What Is Biocapacitance?
Biocapacitance is an electrical property of tissue that varies depending on how much moisture it contains.
Low fluid levels → lower biocapacitance
Higher fluid levels → higher biocapacitance
This matters because increases in fluid beneath the skin are often one of the earliest signs of tissue damage caused by pressure or shear.
Why Does Tissue Fluid Increase?
When tissue is exposed to pressure or shear, cells can become damaged. The body responds with inflammation.
As part of this response:
Small blood vessels become more permeable
Fluid leaks into the surrounding tissue
This creates localized swelling beneath the skin (sub-epidermal moisture)
As this fluid builds up, biocapacitance increases.
How Is Biocapacitance Measured?
Biocapacitance can be measured using specialized technology.
The principle is similar to how a smartphone touchscreen works:
- A small electrical field is created
- Changes in that field are measured
- Those changes reflect how much fluid is present in the tissue
In clinical use, this allows devices like the Provizio® SEM Scanner to detect subtle changes in tissue hydration beneath the skin without causing damage or passing current through the body.
Why Biocapacitance Matters in Pressure Injury Prevention
Biocapacitance provides insight into what is happening below the skin surface, where pressure injuries begin.
Because fluid build-up happens early in the damage cascade:
- Changes in biocapacitance can be detected before visible skin damage appears
- Today this is a blind spot for visual skin assessments. Biocapacitance creates an opportunity to act earlier.
- Clinicians can target prevention to specific areas of concern
Simple way to think about it: Biocapacitance helps detect hidden fluid changes that signal early tissue damage.

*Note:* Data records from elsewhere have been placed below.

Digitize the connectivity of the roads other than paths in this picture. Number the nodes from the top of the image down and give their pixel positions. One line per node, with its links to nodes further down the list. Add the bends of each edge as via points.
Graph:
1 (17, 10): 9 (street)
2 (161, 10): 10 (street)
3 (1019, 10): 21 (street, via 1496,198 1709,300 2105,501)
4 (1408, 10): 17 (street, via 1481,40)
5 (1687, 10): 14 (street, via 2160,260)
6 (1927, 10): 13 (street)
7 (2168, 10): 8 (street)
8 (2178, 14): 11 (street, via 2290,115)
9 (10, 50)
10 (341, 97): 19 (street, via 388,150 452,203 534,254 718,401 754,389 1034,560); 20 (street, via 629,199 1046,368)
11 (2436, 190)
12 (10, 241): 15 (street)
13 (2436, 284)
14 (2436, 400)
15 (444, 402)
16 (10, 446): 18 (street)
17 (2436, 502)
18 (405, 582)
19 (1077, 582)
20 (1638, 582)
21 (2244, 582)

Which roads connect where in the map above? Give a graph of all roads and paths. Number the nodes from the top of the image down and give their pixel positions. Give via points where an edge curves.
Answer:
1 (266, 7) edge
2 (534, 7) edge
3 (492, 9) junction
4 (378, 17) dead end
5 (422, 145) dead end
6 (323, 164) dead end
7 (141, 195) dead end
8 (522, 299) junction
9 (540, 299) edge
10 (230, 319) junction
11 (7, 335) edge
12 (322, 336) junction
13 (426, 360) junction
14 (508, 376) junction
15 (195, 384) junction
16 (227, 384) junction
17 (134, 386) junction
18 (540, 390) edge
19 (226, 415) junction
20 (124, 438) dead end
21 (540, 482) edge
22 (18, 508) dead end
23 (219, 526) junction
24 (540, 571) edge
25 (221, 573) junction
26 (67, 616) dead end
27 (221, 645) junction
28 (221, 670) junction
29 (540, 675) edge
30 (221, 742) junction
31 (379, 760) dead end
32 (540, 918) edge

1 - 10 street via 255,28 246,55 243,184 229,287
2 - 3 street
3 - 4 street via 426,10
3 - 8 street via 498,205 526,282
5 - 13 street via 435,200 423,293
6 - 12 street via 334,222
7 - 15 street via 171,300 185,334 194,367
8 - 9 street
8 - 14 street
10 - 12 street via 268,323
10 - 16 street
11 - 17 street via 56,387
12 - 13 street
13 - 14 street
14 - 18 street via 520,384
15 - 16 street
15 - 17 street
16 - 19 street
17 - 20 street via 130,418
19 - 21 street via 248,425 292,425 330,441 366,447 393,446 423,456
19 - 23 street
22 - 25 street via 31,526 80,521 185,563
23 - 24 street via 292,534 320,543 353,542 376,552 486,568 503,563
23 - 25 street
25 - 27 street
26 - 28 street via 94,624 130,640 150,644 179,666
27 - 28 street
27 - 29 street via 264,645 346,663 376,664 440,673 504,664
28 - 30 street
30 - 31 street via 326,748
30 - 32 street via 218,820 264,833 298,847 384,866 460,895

Connecting Biocapacitance to SEM
Sub-epidermal moisture (SEM) and persistent focal edema are the clinical terms used to describe this fluid build-up.
SEM = the fluid in the tissue
Biocapacitance = how we measure it
As SEM increases, biocapacitance increases, and this can be detected, measured, and monitored over time.
Why This Is Important
SEM is synonymous with persistent focal edema and the latest ICD-10 coding update recognizes persistent focal edema as a Stage 1 pressure injury.
In addition, traditional skin assessments rely on visible changes, which appear late in the process.
Biocapacitance enables:
- Earlier detection of tissue damage
- More targeted prevention
- Better-informed clinical decisions
This helps shift pressure injury care from reacting to visible wounds to identifying tissue damage in progress 5 days (median) earlier1 than visual skin assessment.